-------- Supplied information --------

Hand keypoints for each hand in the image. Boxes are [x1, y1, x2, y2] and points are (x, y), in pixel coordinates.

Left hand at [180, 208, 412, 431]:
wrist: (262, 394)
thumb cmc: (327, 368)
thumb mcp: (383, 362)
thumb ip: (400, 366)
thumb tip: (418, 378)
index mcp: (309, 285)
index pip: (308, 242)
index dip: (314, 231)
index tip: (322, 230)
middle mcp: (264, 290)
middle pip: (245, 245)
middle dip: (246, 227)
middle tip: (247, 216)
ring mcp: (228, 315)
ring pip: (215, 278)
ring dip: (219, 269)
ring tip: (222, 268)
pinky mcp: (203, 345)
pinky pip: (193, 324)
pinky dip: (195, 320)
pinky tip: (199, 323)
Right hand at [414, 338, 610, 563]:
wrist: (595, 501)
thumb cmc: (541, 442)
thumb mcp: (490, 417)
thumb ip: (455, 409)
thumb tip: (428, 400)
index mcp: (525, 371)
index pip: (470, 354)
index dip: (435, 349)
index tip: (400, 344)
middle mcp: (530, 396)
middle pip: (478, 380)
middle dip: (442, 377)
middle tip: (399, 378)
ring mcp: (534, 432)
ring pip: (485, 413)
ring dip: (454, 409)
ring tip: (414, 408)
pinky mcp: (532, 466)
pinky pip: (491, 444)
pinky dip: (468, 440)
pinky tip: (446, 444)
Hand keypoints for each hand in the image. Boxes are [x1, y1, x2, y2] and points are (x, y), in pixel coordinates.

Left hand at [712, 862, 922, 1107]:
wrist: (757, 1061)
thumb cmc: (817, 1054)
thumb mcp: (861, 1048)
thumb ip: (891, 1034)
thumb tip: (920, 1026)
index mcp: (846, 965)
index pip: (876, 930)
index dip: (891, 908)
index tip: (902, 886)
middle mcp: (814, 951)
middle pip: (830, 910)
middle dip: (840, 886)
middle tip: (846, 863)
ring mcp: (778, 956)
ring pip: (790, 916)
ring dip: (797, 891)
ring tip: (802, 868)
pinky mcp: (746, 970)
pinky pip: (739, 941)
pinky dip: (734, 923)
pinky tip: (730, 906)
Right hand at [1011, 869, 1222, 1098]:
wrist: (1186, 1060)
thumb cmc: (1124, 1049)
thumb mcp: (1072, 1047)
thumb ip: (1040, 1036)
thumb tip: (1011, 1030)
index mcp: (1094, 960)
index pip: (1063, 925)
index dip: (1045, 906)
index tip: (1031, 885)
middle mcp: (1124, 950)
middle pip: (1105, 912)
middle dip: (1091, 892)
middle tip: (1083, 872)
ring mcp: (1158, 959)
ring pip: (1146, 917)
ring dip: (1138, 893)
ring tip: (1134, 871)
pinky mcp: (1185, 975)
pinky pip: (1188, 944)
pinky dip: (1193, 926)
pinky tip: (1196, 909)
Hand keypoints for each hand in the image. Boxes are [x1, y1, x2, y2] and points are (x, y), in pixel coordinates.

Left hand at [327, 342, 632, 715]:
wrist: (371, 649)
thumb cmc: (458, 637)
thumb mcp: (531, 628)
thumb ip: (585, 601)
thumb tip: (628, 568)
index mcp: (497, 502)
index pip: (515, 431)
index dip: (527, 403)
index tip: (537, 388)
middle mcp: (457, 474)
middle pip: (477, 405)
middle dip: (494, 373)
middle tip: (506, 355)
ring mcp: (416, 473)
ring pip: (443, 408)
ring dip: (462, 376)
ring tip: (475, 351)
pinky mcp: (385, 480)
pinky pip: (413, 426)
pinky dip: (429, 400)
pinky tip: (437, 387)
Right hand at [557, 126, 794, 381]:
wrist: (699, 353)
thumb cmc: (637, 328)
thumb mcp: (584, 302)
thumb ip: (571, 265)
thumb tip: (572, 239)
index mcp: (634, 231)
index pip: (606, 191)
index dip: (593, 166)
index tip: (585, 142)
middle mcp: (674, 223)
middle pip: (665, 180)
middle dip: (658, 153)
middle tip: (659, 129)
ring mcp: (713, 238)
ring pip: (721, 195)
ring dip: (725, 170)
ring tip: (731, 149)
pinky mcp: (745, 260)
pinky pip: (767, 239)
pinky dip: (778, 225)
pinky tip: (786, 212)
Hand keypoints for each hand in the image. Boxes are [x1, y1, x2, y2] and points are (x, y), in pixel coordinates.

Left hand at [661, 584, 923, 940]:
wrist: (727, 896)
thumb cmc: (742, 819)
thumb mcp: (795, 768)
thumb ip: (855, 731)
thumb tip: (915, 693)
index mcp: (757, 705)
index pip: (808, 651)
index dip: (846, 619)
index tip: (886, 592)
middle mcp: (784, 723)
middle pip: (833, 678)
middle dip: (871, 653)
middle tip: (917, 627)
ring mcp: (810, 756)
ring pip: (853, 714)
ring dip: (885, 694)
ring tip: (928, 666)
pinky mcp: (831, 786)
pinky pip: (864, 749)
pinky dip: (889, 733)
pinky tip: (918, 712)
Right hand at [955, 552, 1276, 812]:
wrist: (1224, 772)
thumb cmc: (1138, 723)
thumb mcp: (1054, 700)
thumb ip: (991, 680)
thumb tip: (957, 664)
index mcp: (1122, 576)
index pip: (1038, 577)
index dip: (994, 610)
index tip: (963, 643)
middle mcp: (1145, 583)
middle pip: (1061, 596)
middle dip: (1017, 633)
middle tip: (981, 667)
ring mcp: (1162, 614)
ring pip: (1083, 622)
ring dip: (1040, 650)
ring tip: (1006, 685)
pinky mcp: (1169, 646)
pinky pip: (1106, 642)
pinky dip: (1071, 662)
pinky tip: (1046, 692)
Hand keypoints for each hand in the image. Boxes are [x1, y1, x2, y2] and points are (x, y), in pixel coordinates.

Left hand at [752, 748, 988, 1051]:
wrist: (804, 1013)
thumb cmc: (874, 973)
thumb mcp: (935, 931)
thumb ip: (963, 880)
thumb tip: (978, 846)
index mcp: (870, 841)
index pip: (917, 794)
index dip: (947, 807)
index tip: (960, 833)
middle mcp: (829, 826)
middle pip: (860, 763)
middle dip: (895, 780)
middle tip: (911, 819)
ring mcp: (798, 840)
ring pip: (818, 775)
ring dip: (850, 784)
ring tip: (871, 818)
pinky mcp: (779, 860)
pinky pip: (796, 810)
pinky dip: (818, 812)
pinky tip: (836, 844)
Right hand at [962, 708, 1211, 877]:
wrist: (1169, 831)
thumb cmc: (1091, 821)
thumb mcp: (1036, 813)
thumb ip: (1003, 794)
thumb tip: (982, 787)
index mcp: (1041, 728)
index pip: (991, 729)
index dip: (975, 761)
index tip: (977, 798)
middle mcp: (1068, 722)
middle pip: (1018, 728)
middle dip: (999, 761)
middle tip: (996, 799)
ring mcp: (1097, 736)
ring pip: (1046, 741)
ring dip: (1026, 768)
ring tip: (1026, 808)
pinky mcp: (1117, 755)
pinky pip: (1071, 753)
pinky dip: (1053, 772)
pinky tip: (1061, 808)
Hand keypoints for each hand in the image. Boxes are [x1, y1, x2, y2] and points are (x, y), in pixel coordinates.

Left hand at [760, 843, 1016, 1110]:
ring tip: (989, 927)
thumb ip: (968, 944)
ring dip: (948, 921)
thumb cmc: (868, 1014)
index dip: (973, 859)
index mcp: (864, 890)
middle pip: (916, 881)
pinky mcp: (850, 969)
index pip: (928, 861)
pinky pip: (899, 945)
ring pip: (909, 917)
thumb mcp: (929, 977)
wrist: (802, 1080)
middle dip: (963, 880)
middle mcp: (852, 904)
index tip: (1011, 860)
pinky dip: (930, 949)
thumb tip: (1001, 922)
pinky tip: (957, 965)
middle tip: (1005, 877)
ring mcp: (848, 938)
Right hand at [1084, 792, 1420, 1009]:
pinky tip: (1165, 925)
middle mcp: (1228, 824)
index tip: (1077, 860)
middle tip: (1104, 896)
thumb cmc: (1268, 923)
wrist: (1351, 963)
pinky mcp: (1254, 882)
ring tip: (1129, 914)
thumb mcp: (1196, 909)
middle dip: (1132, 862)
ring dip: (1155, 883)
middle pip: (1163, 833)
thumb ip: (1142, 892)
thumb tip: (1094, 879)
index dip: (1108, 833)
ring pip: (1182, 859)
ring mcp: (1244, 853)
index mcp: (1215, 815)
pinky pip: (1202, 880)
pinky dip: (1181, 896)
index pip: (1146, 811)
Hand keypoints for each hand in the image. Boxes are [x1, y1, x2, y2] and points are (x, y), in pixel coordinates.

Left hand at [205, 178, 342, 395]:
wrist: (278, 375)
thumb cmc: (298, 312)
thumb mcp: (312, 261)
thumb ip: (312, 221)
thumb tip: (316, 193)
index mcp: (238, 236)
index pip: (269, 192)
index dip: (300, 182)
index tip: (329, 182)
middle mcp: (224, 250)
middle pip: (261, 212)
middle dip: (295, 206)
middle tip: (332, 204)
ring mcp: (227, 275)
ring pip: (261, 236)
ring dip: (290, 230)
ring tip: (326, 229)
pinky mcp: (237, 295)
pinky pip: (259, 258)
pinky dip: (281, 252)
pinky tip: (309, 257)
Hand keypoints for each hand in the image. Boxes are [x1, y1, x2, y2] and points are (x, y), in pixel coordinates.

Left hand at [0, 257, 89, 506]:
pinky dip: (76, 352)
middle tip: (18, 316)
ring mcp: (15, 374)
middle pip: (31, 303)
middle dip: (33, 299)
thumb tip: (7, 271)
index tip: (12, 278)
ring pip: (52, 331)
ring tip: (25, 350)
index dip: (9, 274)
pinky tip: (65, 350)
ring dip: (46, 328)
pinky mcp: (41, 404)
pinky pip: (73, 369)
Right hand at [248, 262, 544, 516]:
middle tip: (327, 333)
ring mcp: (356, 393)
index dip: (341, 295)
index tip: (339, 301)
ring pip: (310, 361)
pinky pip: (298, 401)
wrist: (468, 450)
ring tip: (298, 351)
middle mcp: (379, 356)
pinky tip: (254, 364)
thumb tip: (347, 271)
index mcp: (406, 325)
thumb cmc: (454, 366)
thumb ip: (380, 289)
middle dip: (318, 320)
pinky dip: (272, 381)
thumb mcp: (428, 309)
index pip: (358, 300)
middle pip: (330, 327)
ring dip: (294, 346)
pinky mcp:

--------

## Aim of the exercise
In the data above, start at the line that has "middle tip: (981, 667)", stop after the line that has "thumb mcp: (1036, 813)", and print every line in between exactly as it stands.

## Answer space
middle tip: (981, 667)
ring mcp: (1162, 614)
ring pip: (1083, 622)
ring dip: (1040, 650)
ring tip: (1006, 685)
pinky mcp: (1169, 646)
pinky pip: (1106, 642)
pinky dip: (1071, 662)
pinky tip: (1046, 692)
Hand keypoints for each hand in the image. Boxes are [x1, y1, x2, y2] and points are (x, y), in pixel coordinates.

Left hand at [752, 748, 988, 1051]:
wrist: (804, 1013)
thumb cmc: (874, 973)
thumb mcp: (935, 931)
thumb ip: (963, 880)
thumb tip: (978, 846)
index mcp: (870, 841)
index pip: (917, 794)
index dip: (947, 807)
index tip: (960, 833)
middle mcp: (829, 826)
middle pip: (860, 763)
middle dip: (895, 780)
middle tip: (911, 819)
ring mcp: (798, 840)
ring pip: (818, 775)
ring dip: (850, 784)
ring tip: (871, 818)
pinky mcp: (779, 860)
pinky pip: (796, 810)
pinky dip: (818, 812)
pinky tip: (836, 844)
Right hand at [962, 708, 1211, 877]:
wrist: (1169, 831)
thumb cmc: (1091, 821)
thumb mcp: (1036, 813)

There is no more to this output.